À Folha de S. Paulo, Priscila disse que foi deboche do médico fazer essas sugestões para o filho que tinha inflamação na garganta e sintomas gripais e não foi examinado. O atendimento ocorreu em uma UPA (Unidade de Pronto Atendimento) da rede pública de Osasco, na Grande São Paulo. Com a repercussão do caso, o médico chegou a ser desligado, mas foi readmitido na quarta-feira (31). A prefeitura de Osasco informou que a ordem de readmissão partiu do prefeito Rogério Lins, que disse que a receita traz toda a medicação necessária e viu a atitude do médico como humanizada

O episódio levantou uma discussão sobre a qualidade do atendimento médico, a questão da humanização na medicina, a adequação dos remédios prescritos e mesmo sobre a indicação de uma sobremesa gelada para uma criança doente. 

Em postagem em rede social, a psicóloga Márcia Tosin saiu em defesa do médico: “Todo meu apoio a esse médico fofinho que indicou sorvete de chocolate e videogame para o menino com quadro viral! Queria convidá-lo para nosso quadro de profissionais de saúde”. Entre os mais de 1.500 comentários que recebeu, algumas pessoas disseram ter opinião semelhante, mas muitas criticaram a falta de um exame minucioso da criança e até o uso de telas, em especial desse jogo para a faixa etária abaixo dos dez anos. 

“Não podemos avaliar a conduta profissional do médico, porém a internet fez isso, como é o comum dos cancelamentos digitais.
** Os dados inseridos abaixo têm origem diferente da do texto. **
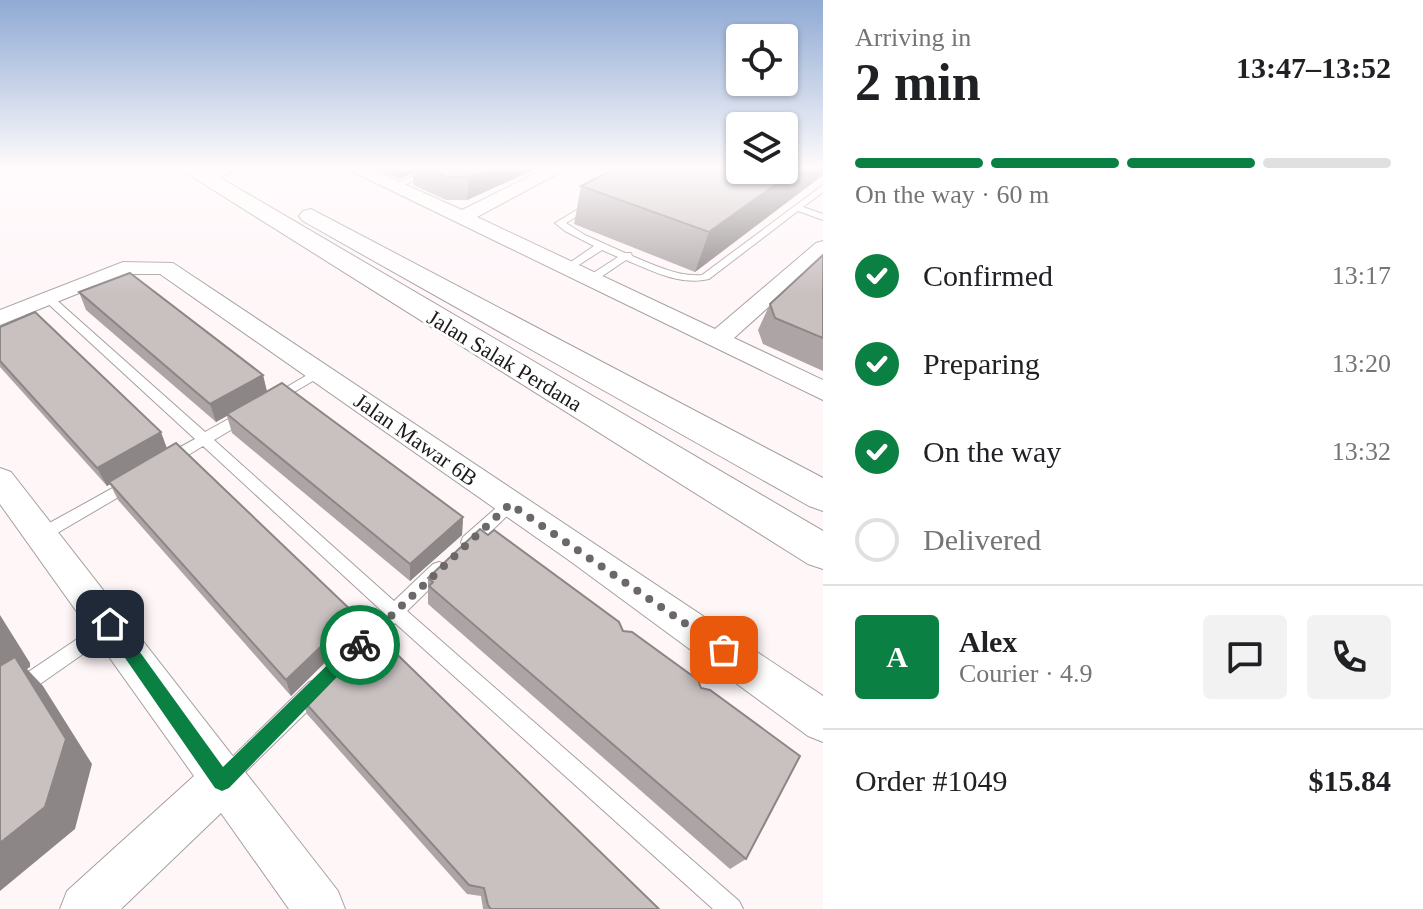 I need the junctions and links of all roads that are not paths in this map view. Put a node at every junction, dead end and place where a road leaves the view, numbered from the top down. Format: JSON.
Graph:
{"nodes":[{"id":1,"x":279,"y":209,"type":"edge"},
{"id":2,"x":289,"y":209,"type":"edge"},
{"id":3,"x":445,"y":209,"type":"edge"},
{"id":4,"x":477,"y":209,"type":"edge"},
{"id":5,"x":584,"y":209,"type":"edge"},
{"id":6,"x":799,"y":209,"type":"edge"},
{"id":7,"x":800,"y":209,"type":"edge"},
{"id":8,"x":462,"y":217,"type":"junction"},
{"id":9,"x":823,"y":217,"type":"edge"},
{"id":10,"x":603,"y":245,"type":"junction"},
{"id":11,"x":823,"y":247,"type":"edge"},
{"id":12,"x":628,"y":255,"type":"junction"},
{"id":13,"x":567,"y":268,"type":"junction"},
{"id":14,"x":591,"y":279,"type":"junction"},
{"id":15,"x":48,"y":298,"type":"junction"},
{"id":16,"x":0,"y":318,"type":"edge"},
{"id":17,"x":718,"y":340,"type":"junction"},
{"id":18,"x":319,"y":372,"type":"junction"},
{"id":19,"x":823,"y":391,"type":"edge"},
{"id":20,"x":205,"y":439,"type":"junction"},
{"id":21,"x":151,"y":471,"type":"edge"},
{"id":22,"x":137,"y":479,"type":"edge"},
{"id":23,"x":823,"y":496,"type":"edge"},
{"id":24,"x":510,"y":504,"type":"junction"},
{"id":25,"x":16,"y":511,"type":"edge"},
{"id":26,"x":823,"y":552,"type":"edge"},
{"id":27,"x":394,"y":611,"type":"junction"},
{"id":28,"x":110,"y":624,"type":"junction"},
{"id":29,"x":351,"y":654,"type":"edge"},
{"id":30,"x":329,"y":675,"type":"edge"},
{"id":31,"x":0,"y":702,"type":"edge"},
{"id":32,"x":823,"y":721,"type":"edge"},
{"id":33,"x":222,"y":781,"type":"junction"},
{"id":34,"x":85,"y":909,"type":"edge"},
{"id":35,"x":320,"y":909,"type":"edge"},
{"id":36,"x":731,"y":909,"type":"edge"}],
"edges":[{"from":1,"to":26,"type":"street","name":"Jalan Salak Perdana"},
{"from":2,"to":23,"type":"street","name":"Jalan Salak Perdana"},
{"from":3,"to":8,"type":"street"},
{"from":4,"to":8,"type":"street"},
{"from":5,"to":10,"type":"lane"},
{"from":6,"to":12,"type":"lane"},
{"from":7,"to":9,"type":"lane"},
{"from":8,"to":13,"type":"street"},
{"from":10,"to":12,"type":"lane"},
{"from":10,"to":13,"type":"lane"},
{"from":11,"to":17,"type":"street"},
{"from":12,"to":14,"type":"lane"},
{"from":13,"to":14,"type":"street"},
{"from":14,"to":17,"type":"street"},
{"from":15,"to":16,"type":"street"},
{"from":15,"to":18,"type":"street","name":"Jalan Mawar 6B"},
{"from":15,"to":20,"type":"lane"},
{"from":17,"to":19,"type":"street"},
{"from":18,"to":20,"type":"lane"},
{"from":18,"to":24,"type":"street","name":"Jalan Mawar 6B"},
{"from":20,"to":21,"type":"lane"},
{"from":20,"to":27,"type":"lane"},
{"from":22,"to":25,"type":"lane"},
{"from":24,"to":27,"type":"lane"},
{"from":24,"to":32,"type":"street","name":"Jalan Mawar 6B"},
{"from":25,"to":28,"type":"street"},
{"from":27,"to":29,"type":"lane"},
{"from":27,"to":36,"type":"lane"},
{"from":28,"to":31,"type":"lane"},
{"from":28,"to":33,"type":"street"},
{"from":30,"to":33,"type":"lane"},
{"from":33,"to":34,"type":"street"},
{"from":33,"to":35,"type":"street"}]}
Nós não sabemos se ele realmente não examinou ou realizou exames, isso quem tem que avaliar é o conselho (médico), não nós que não somos da área”, disse Márcia à Canguru News.

Segundo a psicóloga, o médico foi humano perguntando para a criança se ele gostava de sorvete e adaptando a receita de uma forma a se aproximar da sua perspectiva. “A importância da humanização é lembrar que em espaços ocupados por humanos, a empatia, caridade, respeito ao próximo e altruísmo devem imperar.” 

Para o pediatra Daniel Becker, o que levanta dúvidas não é a indicação da sobremesa e do game, mas sim o fato de o médico não ter conversado com a mãe antes e explicado o porquê das orientações. Ele diz que costuma colocar nas receitas recomendações para brincadeiras e contato com a natureza. “Talvez se eu entregasse para uma mãe de forma negligente, sem conversar com ela ou com o pai sobre o assunto, eu fosse mal interpretado. Eles poderiam achar que eu estava inventando história. Mas eu faço isso conversando sobre a importância dessas atividades e da saúde da criança em todos os sentidos.” O pediatra complementa que, nesse contexto positivo na relação médico-paciente, o efeito também é positivo na atitude da família, trazendo benefícios para a criança.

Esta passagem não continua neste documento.